Université Côte d’Azur a lancé le 22 avril son Institut d’innovation et de partenariats « Ageing and Well-being ». Le nom est institutionnel, mais le sujet est très concret. Dans les Alpes-Maritimes, 32,6 % des habitants ont 60 ans ou plus au 1er janvier 2026, selon l’Insee. Les 75 ans ou plus représentent déjà 14,4 % de la population départementale.
Le vieillissement n’est donc pas une question lointaine. Il est déjà dans les logements, les soins, les déplacements, les services à domicile, les aidants, la prévention et les métiers qui recrutent. Le risque, avec le « bien-vieillir », est de réduire le sujet à quelques salons professionnels, start-up et objets connectés. L’intérêt de l’initiative universitaire est de le replacer dans un ensemble plus large: santé, recherche, formation, ville adaptée, données, entreprises et usages quotidiens.

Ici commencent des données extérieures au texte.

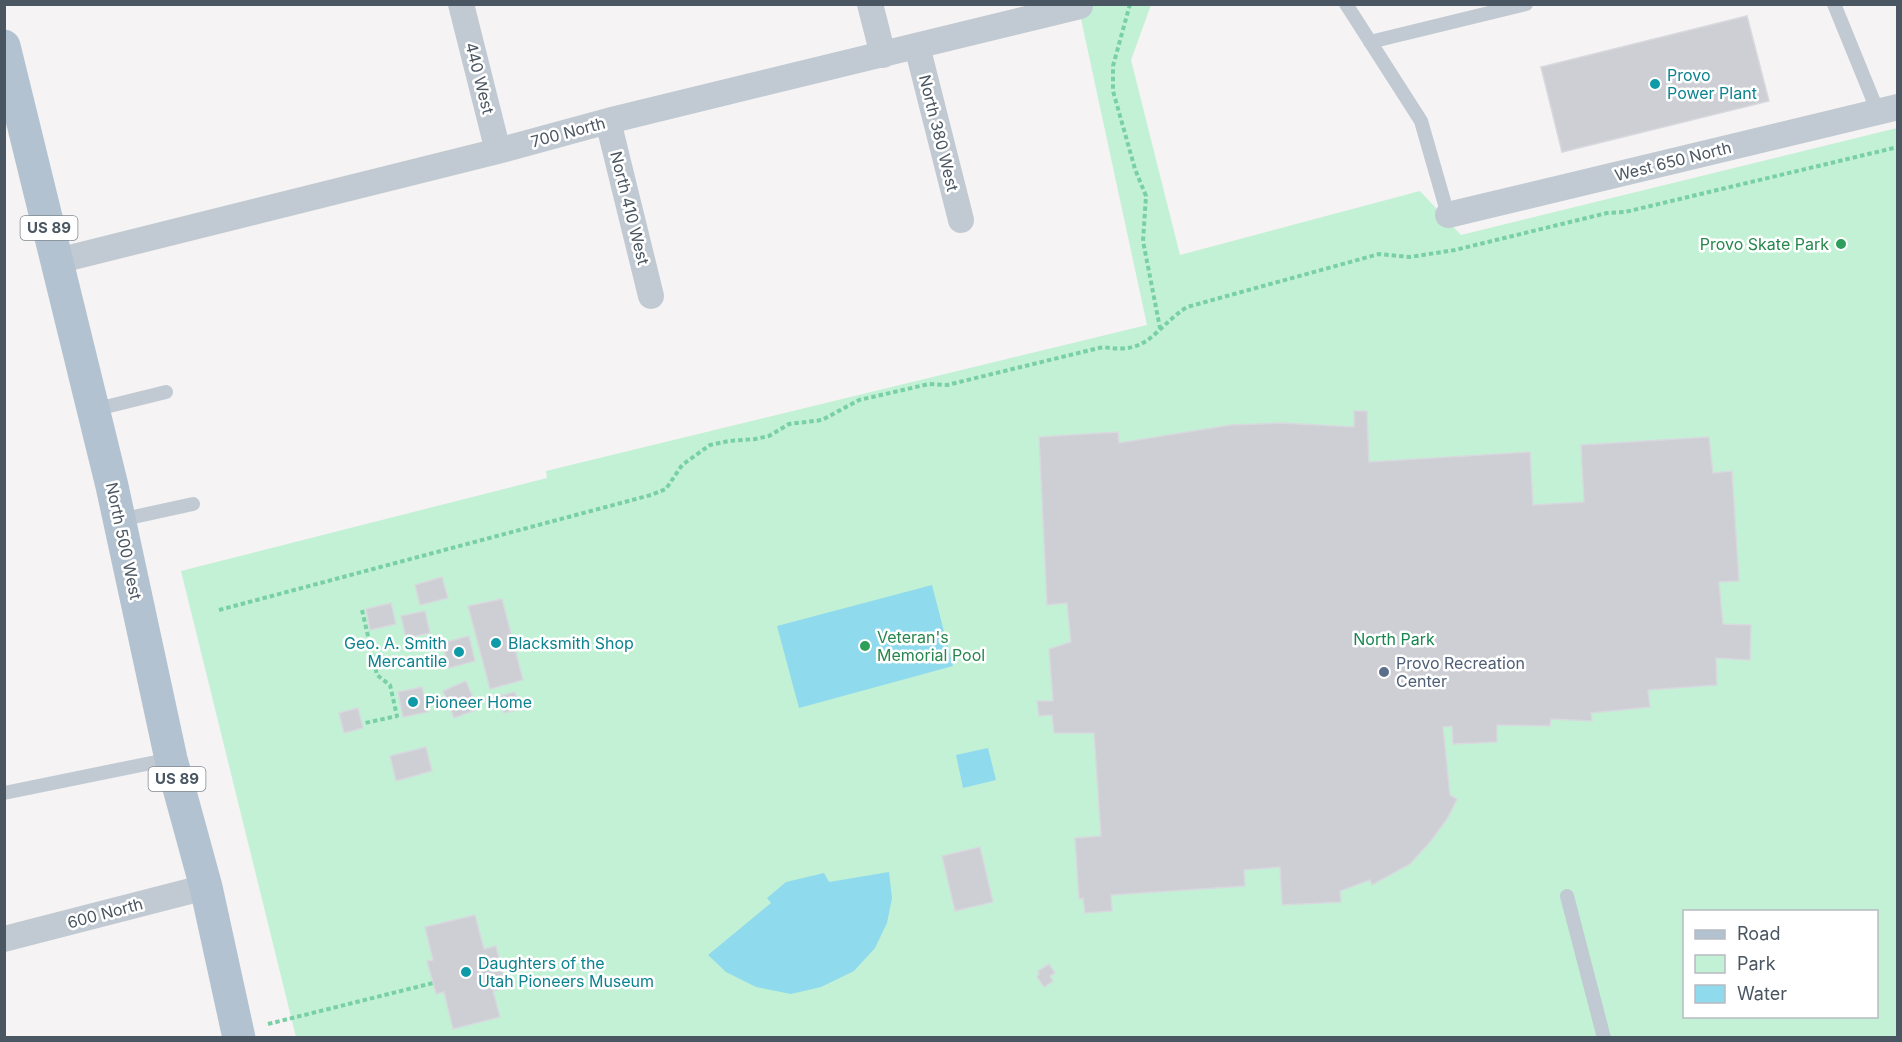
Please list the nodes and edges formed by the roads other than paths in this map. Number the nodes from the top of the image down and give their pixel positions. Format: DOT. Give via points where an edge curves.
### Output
graph roads {
  1 [pos="461,4"];
  2 [pos="870,4"];
  3 [pos="1346,4"];
  4 [pos="1526,4"];
  5 [pos="1834,4"];
  6 [pos="1080,6"];
  7 [pos="1370,42"];
  8 [pos="4,46"];
  9 [pos="916,46"];
  10 [pos="883,55"];
  11 [pos="1888,109"];
  12 [pos="608,121"];
  13 [pos="498,151"];
  14 [pos="1448,215"];
  15 [pos="961,220"];
  16 [pos="57,261"];
  17 [pos="651,296"];
  18 [pos="166,392"];
  19 [pos="93,410"];
  20 [pos="193,504"];
  21 [pos="120,520"];
  22 [pos="171,759"];
  23 [pos="4,793"];
  24 [pos="206,887"];
  25 [pos="1567,896"];
  26 [pos="4,939"];
  27 [pos="239,1034"];
  28 [pos="1604,1038"];
  1 -- 13 [label="street, 440 West"];
  2 -- 10 [label="street"];
  3 -- 7 [label="lane"];
  4 -- 7 [label="lane"];
  5 -- 11 [label="lane"];
  6 -- 9 [label="street, 700 North"];
  7 -- 14 [label="lane" via="1421,121"];
  8 -- 16 [label="main road, North 500 West / US 89"];
  9 -- 10 [label="street, 700 North"];
  9 -- 15 [label="street, North 380 West"];
  10 -- 12 [label="street, 700 North"];
  11 -- 14 [label="street, West 650 North"];
  12 -- 13 [label="street, 700 North"];
  12 -- 17 [label="street, North 410 West"];
  13 -- 16 [label="street, 700 North"];
  16 -- 19 [label="main road, North 500 West / US 89"];
  18 -- 19 [label="lane"];
  19 -- 21 [label="main road, North 500 West / US 89"];
  20 -- 21 [label="lane"];
  21 -- 22 [label="main road, North 500 West / US 89"];
  22 -- 23 [label="lane"];
  22 -- 24 [label="main road, North 500 West / US 89"];
  24 -- 26 [label="street, 600 North"];
  24 -- 27 [label="main road, North 500 West / US 89"];
  25 -- 28 [label="lane"];
}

Le programme annoncé par Université Côte d’Azur va dans ce sens. Il prévoit du soutien aux jeunes entreprises, des laboratoires vivants pour tester des solutions avec les usagers, de la formation, de l’expertise scientifique et un travail autour des données médicales. Les thèmes associés couvrent la ville adaptée à l’âge, la prévention, l’environnement, la silver économie, c’est-à-dire les activités liées aux besoins des seniors, et la compréhension biologique du vieillissement.
C’est là que le projet peut servir localement. Les Alpes-Maritimes disposent d’un écosystème dense: université, centre hospitalier universitaire, acteurs du numérique, services à la personne, collectivités, entreprises de santé et de bien-être. Mais ces mondes avancent souvent chacun dans leur couloir. Un institut peut créer un point de rencontre, s’il permet de tester des réponses réelles: logements plus faciles à adapter, repérage plus précoce des fragilités, soutien aux aidants, formation des professionnels, outils numériques qui simplifient vraiment le quotidien.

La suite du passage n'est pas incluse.